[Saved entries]
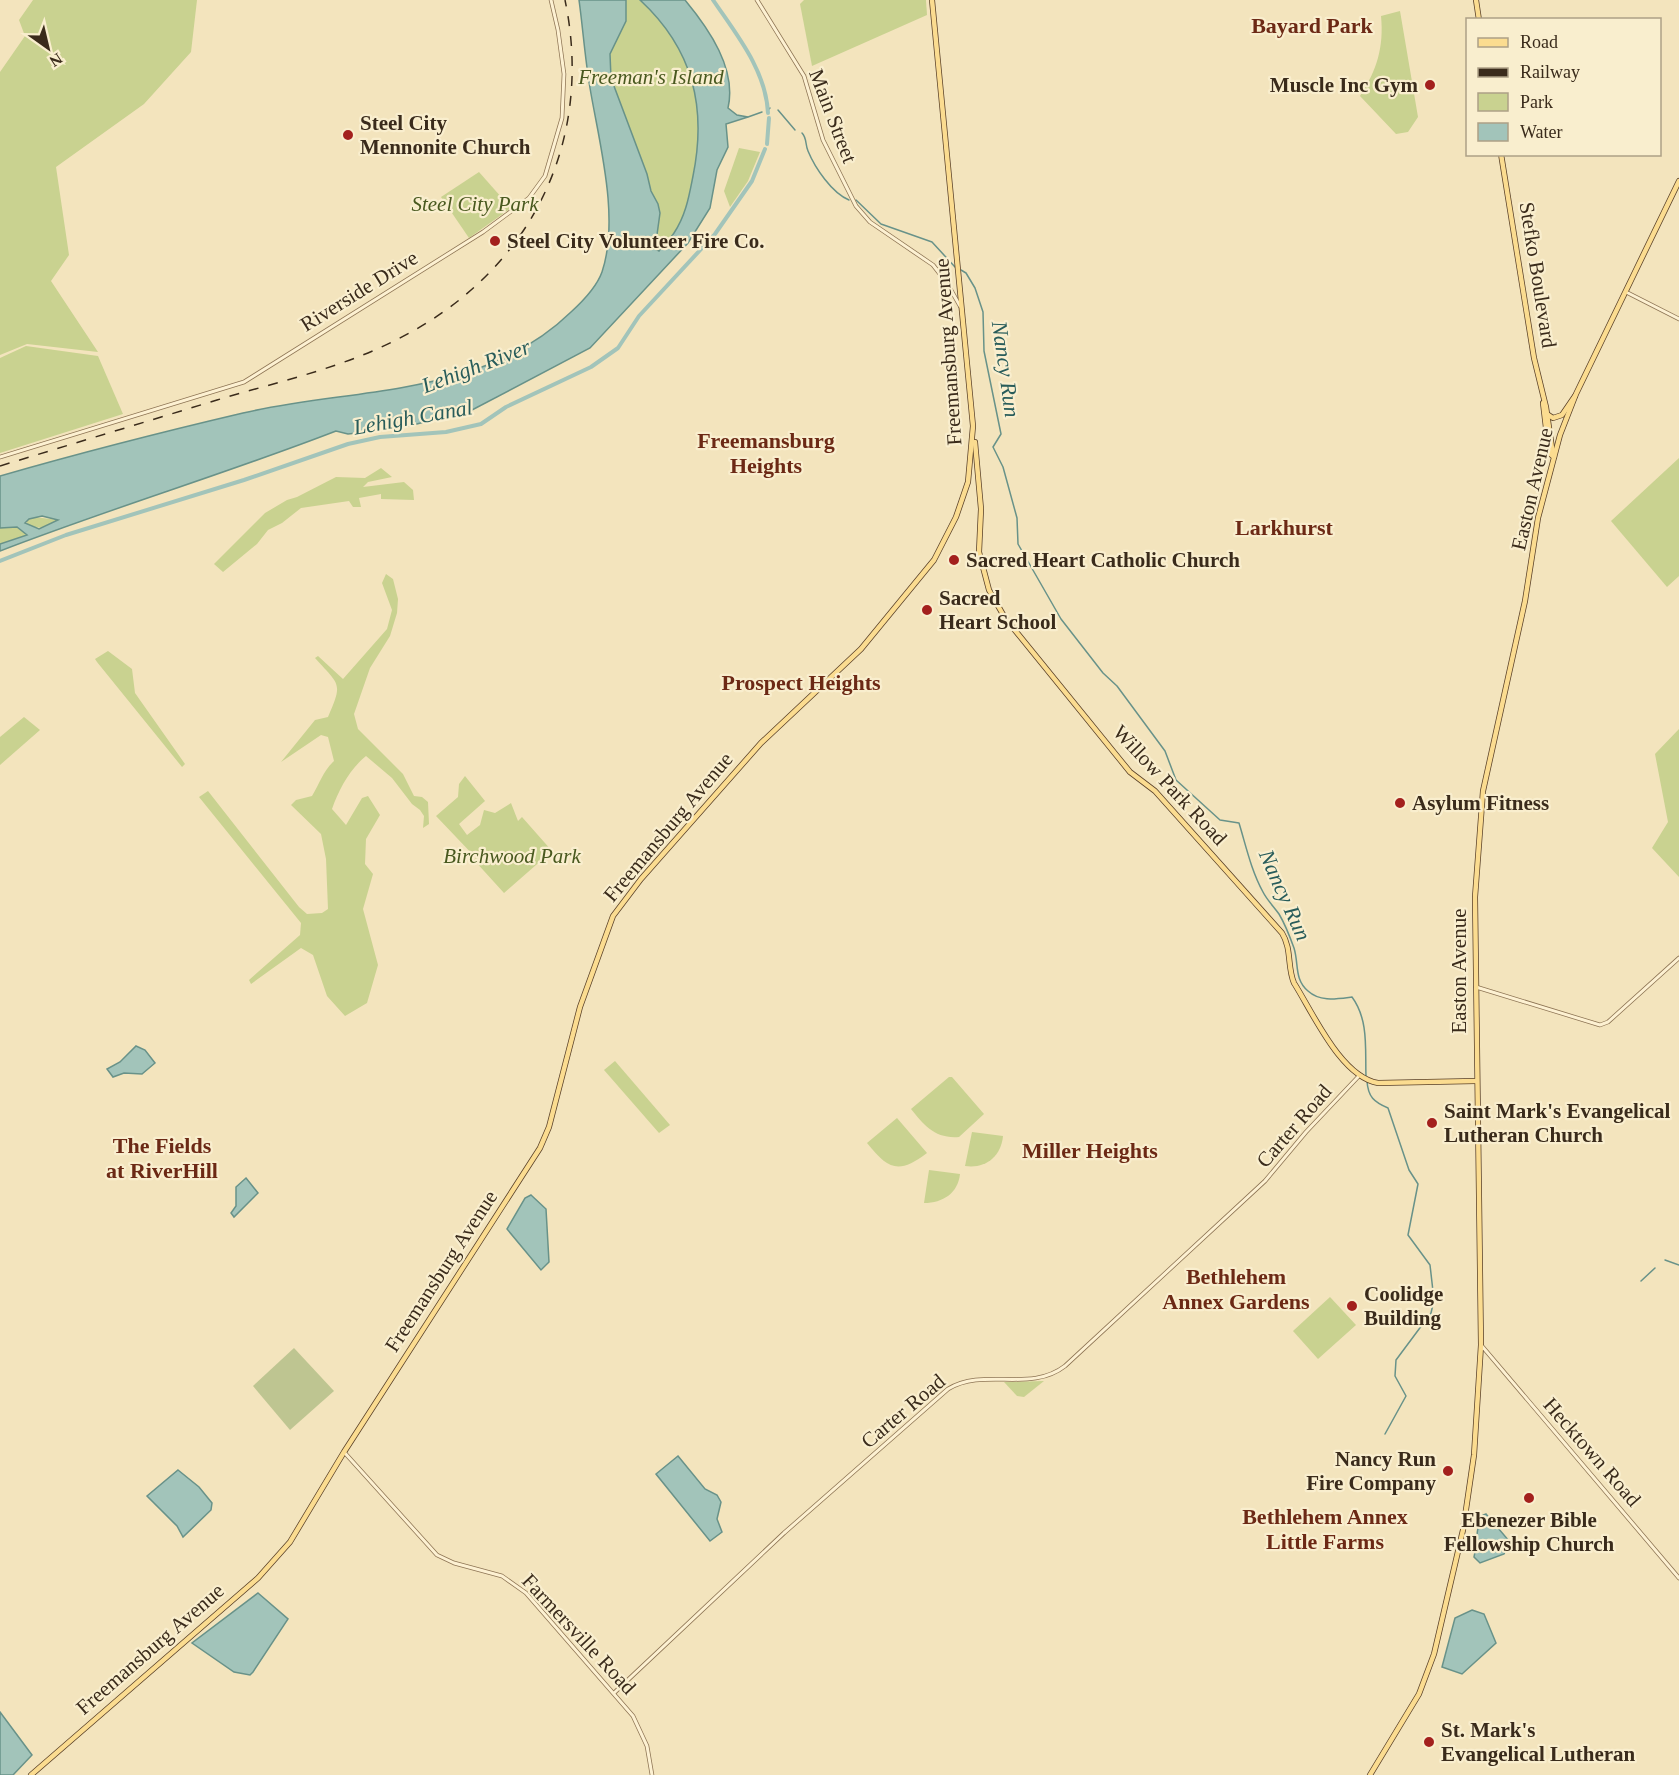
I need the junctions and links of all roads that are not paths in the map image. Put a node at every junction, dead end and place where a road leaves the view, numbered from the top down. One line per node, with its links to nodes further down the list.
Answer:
1 (551, 0): 15 (street, Riverside Drive)
2 (758, 0): 9 (street, Main Street)
3 (932, 0): 9 (main road, Freemansburg Avenue)
4 (1476, 0): 5 (main road)
5 (1479, 18)
6 (1501, 156): 12 (main road, Stefko Boulevard)
7 (1679, 181): 8 (main road, Easton Avenue)
8 (1626, 292): 10 (street); 11 (main road, Easton Avenue)
9 (962, 310): 14 (main road, Freemansburg Avenue)
10 (1679, 319)
11 (1576, 394): 13 (main road); 16 (main road, Easton Avenue)
12 (1543, 402): 13 (main road, Stefko Boulevard); 16 (main road, Stefko Boulevard)
13 (1547, 414): 16 (main road, Stefko Boulevard)
14 (973, 426): 19 (main road, Willow Park Road); 22 (main road, Freemansburg Avenue)
15 (0, 457)
16 (1554, 457): 18 (main road, Easton Avenue)
17 (1679, 958): 18 (street)
18 (1476, 987): 20 (main road, Easton Avenue)
19 (1360, 1078): 20 (main road, Willow Park Road); 24 (street, Carter Road)
20 (1476, 1081): 21 (main road, Easton Avenue)
21 (1481, 1345): 23 (street, Hecktown Road); 27 (main road, Easton Avenue)
22 (344, 1452): 24 (street, Farmersville Road); 25 (main road, Freemansburg Avenue)
23 (1679, 1578)
24 (614, 1693): 26 (street, Farmersville Road)
25 (31, 1775)
26 (652, 1775)
27 (1370, 1775)

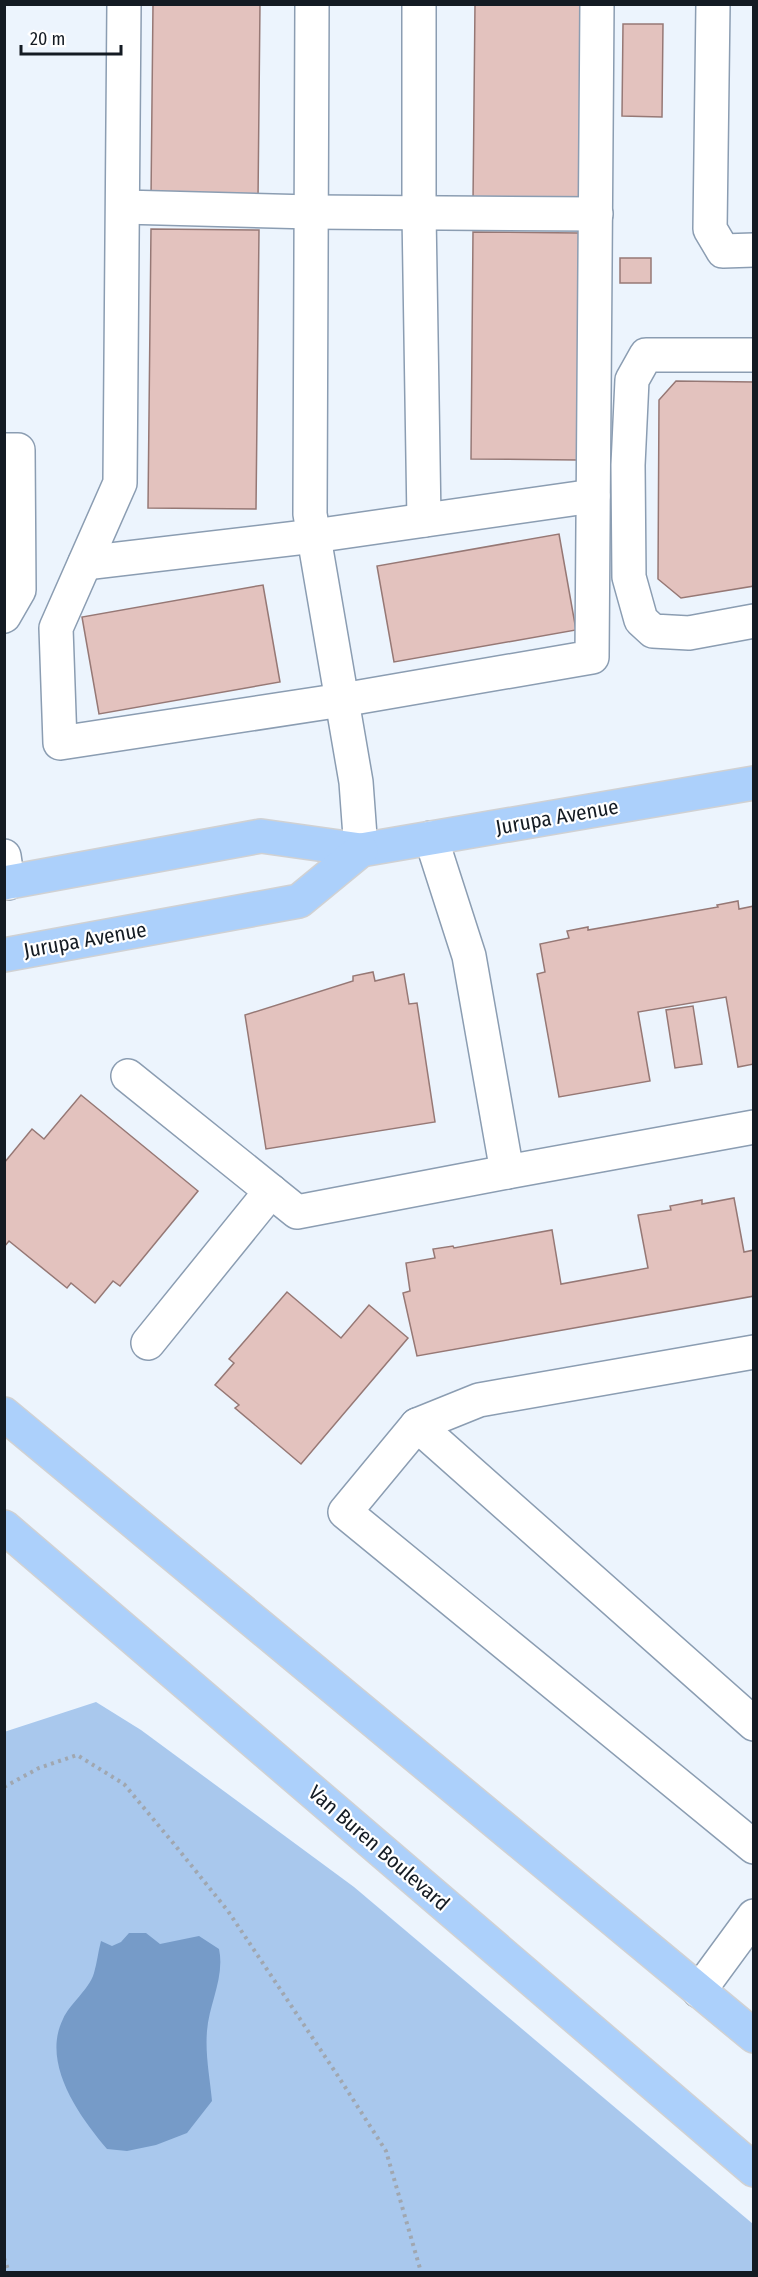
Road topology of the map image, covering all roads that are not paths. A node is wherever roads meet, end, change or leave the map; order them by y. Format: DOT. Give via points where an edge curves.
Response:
graph roads {
  1 [pos="124,4"];
  2 [pos="312,4"];
  3 [pos="419,4"];
  4 [pos="597,4"];
  5 [pos="713,4"];
  6 [pos="123,207"];
  7 [pos="311,212"];
  8 [pos="419,213"];
  9 [pos="596,214"];
  10 [pos="753,250"];
  11 [pos="753,355"];
  12 [pos="4,450"];
  13 [pos="593,496"];
  14 [pos="424,520"];
  15 [pos="314,536"];
  16 [pos="85,563"];
  17 [pos="4,616"];
  18 [pos="753,621"];
  19 [pos="342,700"];
  20 [pos="753,783"];
  21 [pos="430,838"];
  22 [pos="361,850"];
  23 [pos="6,874"];
  24 [pos="4,955"];
  25 [pos="128,1076"];
  26 [pos="753,1127"];
  27 [pos="507,1172"];
  28 [pos="271,1191"];
  29 [pos="148,1343"];
  30 [pos="753,1352"];
  31 [pos="4,1414"];
  32 [pos="417,1425"];
  33 [pos="4,1527"];
  34 [pos="753,1724"];
  35 [pos="753,1847"];
  36 [pos="753,1916"];
  37 [pos="699,1991"];
  38 [pos="753,2036"];
  39 [pos="753,2170"];
  1 -- 6 [label="lane"];
  2 -- 7 [label="lane"];
  3 -- 8 [label="lane"];
  4 -- 9 [label="lane"];
  5 -- 10 [label="lane" via="710,229 723,251"];
  6 -- 7 [label="lane"];
  6 -- 16 [label="lane" via="120,483"];
  7 -- 8 [label="lane"];
  7 -- 15 [label="lane" via="310,514"];
  8 -- 9 [label="lane"];
  8 -- 14 [label="lane"];
  9 -- 13 [label="lane"];
  11 -- 18 [label="lane" via="646,355 632,380 628,465 629,577 641,620 654,631 689,633"];
  12 -- 17 [label="lane" via="18,450 19,590"];
  13 -- 14 [label="lane"];
  13 -- 19 [label="lane" via="592,657"];
  14 -- 15 [label="lane"];
  15 -- 16 [label="lane"];
  15 -- 19 [label="lane"];
  16 -- 19 [label="lane" via="56,628 60,743"];
  19 -- 22 [label="lane" via="356,782"];
  20 -- 21 [label="main road, Jurupa Avenue"];
  21 -- 22 [label="main road, Jurupa Avenue"];
  21 -- 27 [label="lane" via="469,956"];
  22 -- 23 [label="main road, Jurupa Avenue" via="261,836"];
  22 -- 24 [label="main road, Jurupa Avenue" via="299,901"];
  25 -- 28 [label="lane"];
  26 -- 27 [label="lane"];
  27 -- 28 [label="lane" via="297,1212"];
  28 -- 29 [label="lane"];
  30 -- 32 [label="lane" via="479,1400"];
  31 -- 37 [label="main road"];
  32 -- 34 [label="lane"];
  32 -- 35 [label="lane" via="345,1512"];
  33 -- 39 [label="main road, Van Buren Boulevard"];
  36 -- 37 [label="lane"];
  37 -- 38 [label="main road"];
}
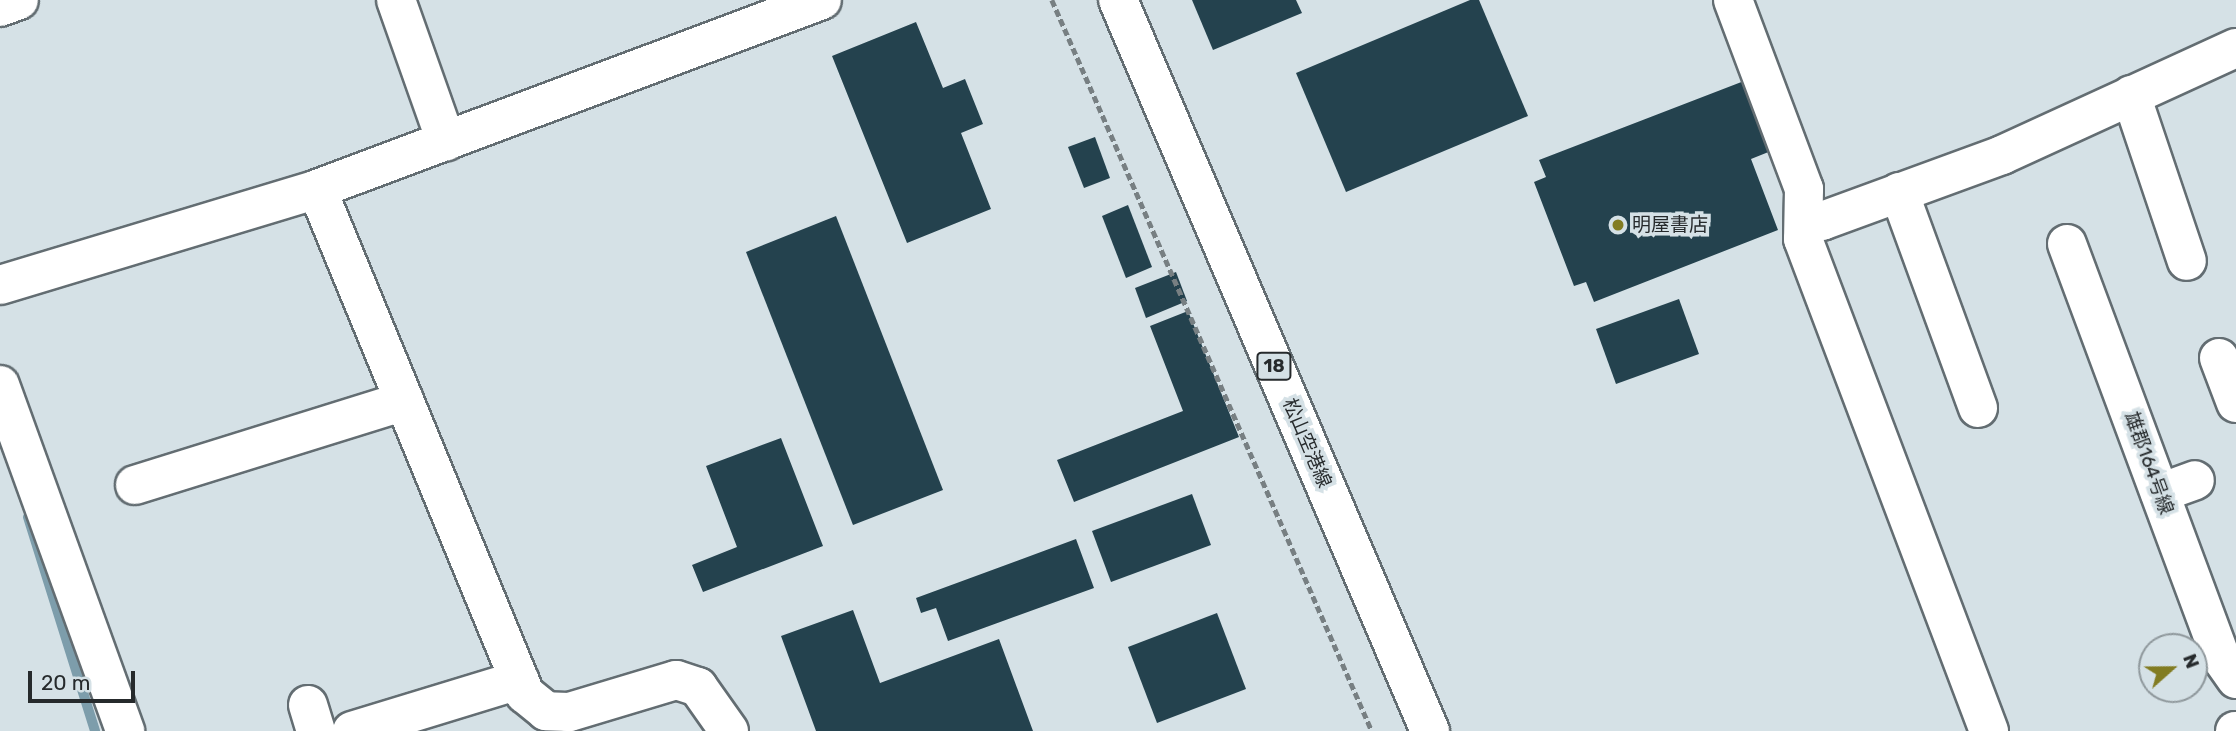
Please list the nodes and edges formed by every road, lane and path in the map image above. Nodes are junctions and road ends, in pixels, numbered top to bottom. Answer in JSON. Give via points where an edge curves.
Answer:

*TASK GOAL*. Each line in the data where the string "every" occurs should be identified and copied.

*TASK OUTPUT*.
I need the junctions and links of all roads that are not paths in the map image. Put a node at every junction, dead end and place where a road leaves the view, numbered from the top down. One line per node, with its links to nodes further down the list.
Please list the nodes and edges formed by every road, lane and path in the map image above. Nodes are junctions and road ends, in pixels, numbered top to bottom. Answer in JSON. Give via points where an edge curves.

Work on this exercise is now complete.